About this exercise: Exactly as given, restate each record that follows.

_ _ _ _

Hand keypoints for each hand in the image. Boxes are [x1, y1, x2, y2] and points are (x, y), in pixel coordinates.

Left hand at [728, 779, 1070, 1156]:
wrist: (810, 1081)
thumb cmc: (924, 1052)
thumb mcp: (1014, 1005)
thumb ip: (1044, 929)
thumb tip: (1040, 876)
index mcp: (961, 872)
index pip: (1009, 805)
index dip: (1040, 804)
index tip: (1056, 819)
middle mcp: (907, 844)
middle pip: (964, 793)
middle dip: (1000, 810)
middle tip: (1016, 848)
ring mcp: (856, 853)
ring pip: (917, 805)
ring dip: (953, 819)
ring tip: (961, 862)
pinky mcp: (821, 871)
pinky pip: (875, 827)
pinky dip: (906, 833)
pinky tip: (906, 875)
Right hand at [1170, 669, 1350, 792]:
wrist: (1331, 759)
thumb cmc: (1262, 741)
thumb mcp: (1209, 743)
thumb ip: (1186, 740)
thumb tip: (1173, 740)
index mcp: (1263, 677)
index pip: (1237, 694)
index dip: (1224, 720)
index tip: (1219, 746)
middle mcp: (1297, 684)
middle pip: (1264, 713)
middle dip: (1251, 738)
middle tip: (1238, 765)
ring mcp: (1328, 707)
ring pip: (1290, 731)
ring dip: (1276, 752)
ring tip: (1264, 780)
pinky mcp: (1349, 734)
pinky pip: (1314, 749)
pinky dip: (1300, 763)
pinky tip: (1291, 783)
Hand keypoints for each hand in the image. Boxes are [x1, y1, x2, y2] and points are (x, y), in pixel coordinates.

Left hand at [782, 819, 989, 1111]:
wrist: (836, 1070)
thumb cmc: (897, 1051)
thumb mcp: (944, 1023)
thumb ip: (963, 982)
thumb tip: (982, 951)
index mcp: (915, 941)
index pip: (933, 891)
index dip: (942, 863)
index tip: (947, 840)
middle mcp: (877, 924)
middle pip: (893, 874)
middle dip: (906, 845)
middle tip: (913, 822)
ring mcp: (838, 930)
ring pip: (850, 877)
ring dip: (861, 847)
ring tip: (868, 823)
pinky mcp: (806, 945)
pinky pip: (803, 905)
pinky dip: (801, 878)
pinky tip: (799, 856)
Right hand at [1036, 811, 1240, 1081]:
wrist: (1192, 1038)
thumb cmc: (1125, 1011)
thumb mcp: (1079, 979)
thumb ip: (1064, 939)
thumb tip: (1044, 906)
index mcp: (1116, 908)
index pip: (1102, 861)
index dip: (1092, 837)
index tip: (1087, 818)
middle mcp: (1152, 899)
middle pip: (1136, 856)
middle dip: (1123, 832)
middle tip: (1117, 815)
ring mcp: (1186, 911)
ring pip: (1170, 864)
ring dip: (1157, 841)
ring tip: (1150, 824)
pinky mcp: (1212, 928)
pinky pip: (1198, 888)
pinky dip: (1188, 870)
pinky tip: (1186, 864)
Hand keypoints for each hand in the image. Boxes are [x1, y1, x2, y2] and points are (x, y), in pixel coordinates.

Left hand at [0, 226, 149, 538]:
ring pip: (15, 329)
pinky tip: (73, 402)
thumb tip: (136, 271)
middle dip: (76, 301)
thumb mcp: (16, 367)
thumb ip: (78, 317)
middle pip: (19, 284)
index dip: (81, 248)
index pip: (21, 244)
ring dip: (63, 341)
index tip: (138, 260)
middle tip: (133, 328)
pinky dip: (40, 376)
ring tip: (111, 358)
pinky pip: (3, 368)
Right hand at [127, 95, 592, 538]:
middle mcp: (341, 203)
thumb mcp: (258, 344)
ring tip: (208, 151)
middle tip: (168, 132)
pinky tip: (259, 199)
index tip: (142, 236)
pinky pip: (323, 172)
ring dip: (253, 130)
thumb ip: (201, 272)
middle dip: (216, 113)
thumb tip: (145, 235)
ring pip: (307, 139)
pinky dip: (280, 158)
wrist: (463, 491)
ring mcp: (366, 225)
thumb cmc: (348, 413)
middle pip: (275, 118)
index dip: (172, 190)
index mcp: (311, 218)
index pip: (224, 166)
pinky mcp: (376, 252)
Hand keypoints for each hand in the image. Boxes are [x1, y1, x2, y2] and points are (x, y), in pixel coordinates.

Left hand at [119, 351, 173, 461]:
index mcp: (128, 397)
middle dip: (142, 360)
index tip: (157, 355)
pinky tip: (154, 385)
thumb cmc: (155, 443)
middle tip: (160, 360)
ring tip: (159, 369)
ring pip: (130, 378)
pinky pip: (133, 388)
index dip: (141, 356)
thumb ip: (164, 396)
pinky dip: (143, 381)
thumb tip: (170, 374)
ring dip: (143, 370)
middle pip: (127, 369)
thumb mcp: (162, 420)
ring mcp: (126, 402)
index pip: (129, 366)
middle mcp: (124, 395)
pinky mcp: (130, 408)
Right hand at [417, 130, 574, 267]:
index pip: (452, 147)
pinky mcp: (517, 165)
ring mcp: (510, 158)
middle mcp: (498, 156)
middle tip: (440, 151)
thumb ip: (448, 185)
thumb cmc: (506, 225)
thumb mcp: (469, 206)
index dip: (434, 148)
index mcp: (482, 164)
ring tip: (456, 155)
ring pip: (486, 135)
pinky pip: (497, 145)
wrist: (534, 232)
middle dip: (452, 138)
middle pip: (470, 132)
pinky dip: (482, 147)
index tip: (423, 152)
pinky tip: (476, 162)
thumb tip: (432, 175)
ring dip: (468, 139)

_ _ _ _

The completed task:
Hand keypoints for each hand in the image. Boxes are [x1, y1, x2, y2] and points are (x, y), in pixel coordinates.

Left hand at [728, 779, 1070, 1156]:
wrist: (810, 1081)
thumb cmc: (924, 1052)
thumb mcp: (1014, 1005)
thumb ip: (1044, 929)
thumb tip: (1040, 876)
index mcp: (961, 872)
index pip: (1009, 805)
index dip: (1040, 804)
index tip: (1056, 819)
middle mcp: (907, 844)
middle pip: (964, 793)
middle dip: (1000, 810)
middle tip: (1016, 848)
ring mcp: (856, 853)
ring pip: (917, 805)
ring dip: (953, 819)
ring tip: (961, 862)
pinky mcp: (821, 871)
pinky pip: (875, 827)
pinky dip: (906, 833)
pinky tip: (906, 875)
Right hand at [1170, 669, 1350, 792]:
wrist: (1331, 759)
thumb cmc: (1262, 741)
thumb mcp: (1209, 743)
thumb ip: (1186, 740)
thumb tip: (1173, 740)
index mcp: (1263, 677)
index pip: (1237, 694)
index dip: (1224, 720)
index tip: (1219, 746)
middle mcp: (1297, 684)
middle pip: (1264, 713)
middle dip: (1251, 738)
middle tip: (1238, 765)
ring mcp: (1328, 707)
ring pip: (1290, 731)
ring dip: (1276, 752)
ring tip: (1264, 780)
pinky mcp: (1349, 734)
pinky pip: (1314, 749)
pinky dip: (1300, 763)
pinky tip: (1291, 783)
Hand keypoints for each hand in the image. Boxes are [x1, y1, x2, y2] and points are (x, y), in pixel coordinates.

Left hand at [782, 819, 989, 1111]:
wrist: (836, 1070)
thumb cmc: (897, 1051)
thumb mcp: (944, 1023)
thumb ip: (963, 982)
thumb tip: (982, 951)
index mcp: (915, 941)
index pip: (933, 891)
index dip: (942, 863)
index tip: (947, 840)
middle mcp: (877, 924)
middle pip: (893, 874)
middle dip: (906, 845)
middle tip: (913, 822)
ring mcp: (838, 930)
ring pip: (850, 877)
ring dip: (861, 847)
ring tip: (868, 823)
pinky mcp: (806, 945)
pinky pip: (803, 905)
pinky dip: (801, 878)
pinky tip: (799, 856)
Right hand at [1036, 811, 1240, 1081]:
wrist: (1192, 1038)
thumb cmc: (1125, 1011)
thumb mcp: (1079, 979)
thumb ip: (1064, 939)
thumb tip: (1044, 906)
index mcp: (1116, 908)
index pip: (1102, 861)
index dip: (1092, 837)
index tip: (1087, 818)
middle mcp: (1152, 899)
middle pip: (1136, 856)
middle dip: (1123, 832)
middle tip: (1117, 815)
ring mcp: (1186, 911)
ring pip: (1170, 864)
ring dip: (1157, 841)
ring tip: (1150, 824)
pinky mcp: (1212, 928)
pinky pip: (1198, 888)
pinky dip: (1188, 870)
pinky tip: (1186, 864)
Hand keypoints for each hand in the image. Boxes are [x1, y1, x2, y2] and points are (x, y), in pixel coordinates.

Left hand at [0, 226, 149, 538]:
ring pip: (15, 329)
pinky tip: (73, 402)
thumb tip: (136, 271)
middle dip: (76, 301)
thumb mcp: (16, 367)
thumb ip: (78, 317)
middle pip: (19, 284)
index dip: (81, 248)
index pip: (21, 244)
ring dip: (63, 341)
index tip: (138, 260)
middle tip: (133, 328)
pinky dip: (40, 376)
ring tip: (111, 358)
pinky pip: (3, 368)
Right hand at [127, 95, 592, 538]:
middle mcp: (341, 203)
thumb mcp: (258, 344)
ring tip: (208, 151)
middle tip: (168, 132)
pinky tip: (259, 199)
index tip: (142, 236)
pinky pip: (323, 172)
ring dip: (253, 130)
thumb ip: (201, 272)
middle dip: (216, 113)
thumb tip: (145, 235)
ring pip: (307, 139)
pinky dip: (280, 158)
wrist: (463, 491)
ring mcp: (366, 225)
thumb cmc: (348, 413)
middle pip: (275, 118)
index dip: (172, 190)
index mcp: (311, 218)
index pip: (224, 166)
pinky mcp: (376, 252)
Hand keypoints for each hand in the image. Boxes are [x1, y1, x2, y2] and points are (x, y), in pixel coordinates.

Left hand at [119, 351, 173, 461]:
index mcp: (128, 397)
middle dip: (142, 360)
index tip: (157, 355)
pinky tip: (154, 385)
thumb cmc: (155, 443)
middle tip: (160, 360)
ring tip: (159, 369)
ring pip: (130, 378)
pinky pip: (133, 388)
index dip: (141, 356)
thumb ip: (164, 396)
pinky dip: (143, 381)
thumb tip: (170, 374)
ring dip: (143, 370)
middle pip: (127, 369)
thumb mcp: (162, 420)
ring mcp: (126, 402)
index pip: (129, 366)
middle mcp: (124, 395)
pinky mcp: (130, 408)
Right hand at [417, 130, 574, 267]:
index pip: (452, 147)
pinky mcp: (517, 165)
ring mcp: (510, 158)
middle mcp: (498, 156)
middle tip: (440, 151)
thumb ip: (448, 185)
thumb cmc: (506, 225)
thumb mcp: (469, 206)
index dip: (434, 148)
index mcp: (482, 164)
ring tip: (456, 155)
ring pip: (486, 135)
pinky pip: (497, 145)
wrist: (534, 232)
middle dip: (452, 138)
middle pip: (470, 132)
pinky dip: (482, 147)
index tip: (423, 152)
pinky tip: (476, 162)
thumb tip: (432, 175)
ring dip: (468, 139)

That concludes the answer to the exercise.